L’art de la jachère

Je laisse reposer ma créativité – Infolettre du mois d'avril 2026.

Lordesfeuilles

8/26/20263 min read

green moss on gray rock
green moss on gray rock

Salut toi,

Comment vas-tu ? Comment s’est déroulé ton premier trimestre ? Pour tout te dire, le mien est passé plus vite qu’une étoile filante… et la réécriture de ma romantasy y a été pour beaucoup !

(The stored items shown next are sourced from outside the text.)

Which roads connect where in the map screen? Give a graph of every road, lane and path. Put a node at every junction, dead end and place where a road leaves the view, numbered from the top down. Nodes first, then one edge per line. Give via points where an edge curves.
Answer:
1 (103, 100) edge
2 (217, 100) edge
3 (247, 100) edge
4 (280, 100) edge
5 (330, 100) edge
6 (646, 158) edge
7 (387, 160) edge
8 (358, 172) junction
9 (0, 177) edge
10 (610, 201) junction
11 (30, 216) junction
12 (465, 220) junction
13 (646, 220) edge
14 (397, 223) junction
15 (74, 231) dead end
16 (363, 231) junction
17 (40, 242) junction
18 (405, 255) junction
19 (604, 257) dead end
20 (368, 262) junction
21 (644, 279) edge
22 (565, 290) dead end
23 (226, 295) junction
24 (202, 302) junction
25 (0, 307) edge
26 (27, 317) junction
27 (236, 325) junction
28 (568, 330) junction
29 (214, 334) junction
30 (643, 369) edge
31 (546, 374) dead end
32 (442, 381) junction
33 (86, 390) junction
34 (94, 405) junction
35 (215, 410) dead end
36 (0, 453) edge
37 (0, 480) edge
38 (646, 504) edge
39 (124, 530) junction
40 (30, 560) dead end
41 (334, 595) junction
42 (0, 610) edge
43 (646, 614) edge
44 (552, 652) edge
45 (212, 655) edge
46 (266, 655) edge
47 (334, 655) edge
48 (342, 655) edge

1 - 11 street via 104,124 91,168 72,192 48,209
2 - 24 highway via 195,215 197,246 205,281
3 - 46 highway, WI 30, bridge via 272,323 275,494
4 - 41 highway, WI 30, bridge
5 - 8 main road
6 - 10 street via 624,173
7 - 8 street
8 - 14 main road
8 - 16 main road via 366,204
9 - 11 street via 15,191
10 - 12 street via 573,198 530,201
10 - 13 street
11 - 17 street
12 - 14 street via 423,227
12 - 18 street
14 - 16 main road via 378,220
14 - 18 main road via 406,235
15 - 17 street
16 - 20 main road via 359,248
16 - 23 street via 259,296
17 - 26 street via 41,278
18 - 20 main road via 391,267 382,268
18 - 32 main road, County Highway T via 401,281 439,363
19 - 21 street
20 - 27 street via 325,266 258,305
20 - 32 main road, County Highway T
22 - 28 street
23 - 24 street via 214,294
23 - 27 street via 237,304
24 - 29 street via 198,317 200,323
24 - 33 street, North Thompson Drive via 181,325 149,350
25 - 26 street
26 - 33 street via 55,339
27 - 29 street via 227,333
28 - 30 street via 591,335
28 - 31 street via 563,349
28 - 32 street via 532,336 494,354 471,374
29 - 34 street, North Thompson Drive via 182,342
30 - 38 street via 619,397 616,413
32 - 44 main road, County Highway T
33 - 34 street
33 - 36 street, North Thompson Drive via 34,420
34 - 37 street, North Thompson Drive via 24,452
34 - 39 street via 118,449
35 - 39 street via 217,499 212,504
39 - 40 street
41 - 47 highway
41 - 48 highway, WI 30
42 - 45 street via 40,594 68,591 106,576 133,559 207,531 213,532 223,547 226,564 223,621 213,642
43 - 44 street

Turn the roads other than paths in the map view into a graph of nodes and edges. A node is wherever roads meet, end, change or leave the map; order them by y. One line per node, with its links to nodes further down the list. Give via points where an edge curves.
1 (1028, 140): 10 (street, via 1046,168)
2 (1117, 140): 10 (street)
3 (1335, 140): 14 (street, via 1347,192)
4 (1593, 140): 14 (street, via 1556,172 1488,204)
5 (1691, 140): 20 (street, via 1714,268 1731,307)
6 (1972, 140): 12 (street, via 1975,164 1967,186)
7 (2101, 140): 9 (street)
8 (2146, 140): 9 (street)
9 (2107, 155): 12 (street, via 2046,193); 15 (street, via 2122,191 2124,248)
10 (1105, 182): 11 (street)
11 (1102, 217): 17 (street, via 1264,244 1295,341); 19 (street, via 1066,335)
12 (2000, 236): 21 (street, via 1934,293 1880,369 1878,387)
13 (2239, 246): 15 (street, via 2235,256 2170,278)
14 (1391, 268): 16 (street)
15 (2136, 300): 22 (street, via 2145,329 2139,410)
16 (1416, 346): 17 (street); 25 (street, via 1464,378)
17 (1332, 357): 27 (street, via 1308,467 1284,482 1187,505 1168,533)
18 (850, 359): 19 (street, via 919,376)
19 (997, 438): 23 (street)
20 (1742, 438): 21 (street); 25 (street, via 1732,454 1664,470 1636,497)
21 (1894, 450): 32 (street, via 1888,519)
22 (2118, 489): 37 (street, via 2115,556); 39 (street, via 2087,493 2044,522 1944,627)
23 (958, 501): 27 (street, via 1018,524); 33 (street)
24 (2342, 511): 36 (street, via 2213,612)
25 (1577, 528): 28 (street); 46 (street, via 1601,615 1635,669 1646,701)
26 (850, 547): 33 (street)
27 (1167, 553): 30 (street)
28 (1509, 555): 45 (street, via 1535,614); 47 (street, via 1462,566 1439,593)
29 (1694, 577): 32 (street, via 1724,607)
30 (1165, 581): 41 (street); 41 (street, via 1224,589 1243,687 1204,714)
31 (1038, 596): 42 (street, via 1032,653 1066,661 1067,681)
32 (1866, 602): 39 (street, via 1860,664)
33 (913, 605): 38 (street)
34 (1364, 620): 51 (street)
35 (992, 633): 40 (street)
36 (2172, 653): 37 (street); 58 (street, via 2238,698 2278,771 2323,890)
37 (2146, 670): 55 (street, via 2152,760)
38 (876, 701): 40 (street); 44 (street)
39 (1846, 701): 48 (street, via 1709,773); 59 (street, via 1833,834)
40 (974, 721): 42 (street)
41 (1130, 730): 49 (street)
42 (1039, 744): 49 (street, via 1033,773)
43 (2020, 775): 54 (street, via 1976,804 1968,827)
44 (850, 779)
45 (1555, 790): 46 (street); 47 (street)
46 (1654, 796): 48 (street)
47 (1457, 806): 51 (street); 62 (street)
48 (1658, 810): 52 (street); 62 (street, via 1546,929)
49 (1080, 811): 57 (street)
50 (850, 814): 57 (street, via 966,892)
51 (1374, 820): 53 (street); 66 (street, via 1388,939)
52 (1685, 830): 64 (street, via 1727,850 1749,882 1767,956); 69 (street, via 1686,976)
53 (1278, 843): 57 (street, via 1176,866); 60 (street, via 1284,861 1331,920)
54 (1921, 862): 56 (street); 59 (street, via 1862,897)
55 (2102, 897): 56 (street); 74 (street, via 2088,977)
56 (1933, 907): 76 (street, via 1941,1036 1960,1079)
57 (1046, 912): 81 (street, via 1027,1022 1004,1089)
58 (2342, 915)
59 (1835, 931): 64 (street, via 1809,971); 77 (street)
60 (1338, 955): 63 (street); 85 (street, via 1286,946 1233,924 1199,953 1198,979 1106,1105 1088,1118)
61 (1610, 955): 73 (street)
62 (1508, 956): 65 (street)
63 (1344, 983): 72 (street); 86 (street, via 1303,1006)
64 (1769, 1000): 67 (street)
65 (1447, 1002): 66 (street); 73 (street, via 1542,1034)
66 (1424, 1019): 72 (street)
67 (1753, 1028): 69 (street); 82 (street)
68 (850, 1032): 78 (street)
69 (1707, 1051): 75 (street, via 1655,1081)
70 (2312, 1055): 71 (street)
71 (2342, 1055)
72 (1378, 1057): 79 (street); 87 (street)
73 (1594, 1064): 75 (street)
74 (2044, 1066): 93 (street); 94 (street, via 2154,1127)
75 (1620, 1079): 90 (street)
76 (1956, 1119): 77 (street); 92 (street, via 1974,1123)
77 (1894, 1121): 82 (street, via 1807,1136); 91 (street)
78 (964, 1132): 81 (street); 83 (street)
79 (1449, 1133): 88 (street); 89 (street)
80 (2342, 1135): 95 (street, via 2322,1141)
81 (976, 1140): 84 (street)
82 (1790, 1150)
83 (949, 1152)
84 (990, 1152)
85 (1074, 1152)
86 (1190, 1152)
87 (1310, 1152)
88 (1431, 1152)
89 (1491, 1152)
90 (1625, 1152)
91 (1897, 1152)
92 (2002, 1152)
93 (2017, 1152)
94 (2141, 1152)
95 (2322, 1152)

Dans un précédent numéro de cette infolettre, je t’annonçais que je comptais achever le retravail du texte en janvier ou en février 2026, afin de préparer les documents d’accompagnement et de l’envoyer à des maisons d’édition dans la foulée. Il s’avère que j’étais un poil optimiste, puisque j’ai en fait terminé ma réécriture fin mars. « Et c’est OK ! », comme disent les jeunes (je crois ?).

Il y a plusieurs raisons à ce retard. Déjà, la période fin 2025 – début 2026 a été très riche en événements sociaux divers et variés. Les week-ends me permettent habituellement de bloquer de longs créneaux pour écrire, ce qui est moins facile quand je suis en vadrouille.

Ensuite, j’avais peut-être sous-estimé le volume de travail que représenterait cette réécriture. Le manuscrit a pris quelque 8 000 mots entre sa version précédente et l’actuelle : j’ai ajouté des péripéties et remanié des chapitres tout en m’efforçant de gagner en concision. Vaste programme !

Les premiers mois de l’année ont donc été intenses. Et si je suis très fière d’avoir accompli ce travail, je suis prête à savourer les quelques semaines de calme qui m’attendent – et un peu impatiente, aussi, de retrouver l’espace de liberté qu’est le début d’un nouveau roman.

Les premiers jets sont de purs exercices de créativité. Même si on a planifié l’intrigue et réfléchi à la personnalité et aux enjeux des personnages – c’est ce que je fais –, rien n’est définitif. Il est toujours possible que notre plan bien organisé soit dynamité par de meilleures idées.

Puisque le texte n’est pas encore entièrement écrit, que l’on n’a pas encore affronté la difficulté de figer notre super idée sur papier (ou sur écran) avec nos mots maladroits, toutes les portes restent ouvertes.

Nos personnages peuvent s’appeler Jean-Bidule ou Adjuvant·e 3, et nos descriptions de lieux se résumer à la mention [présenter les différents quartiers de la ville]. Le premier jet est le moment où on se fait plaisir, où le manuscrit nous fait la promesse qu’il sera un best-seller. (Je sais, mes premiers jets sont un peu arrogants.)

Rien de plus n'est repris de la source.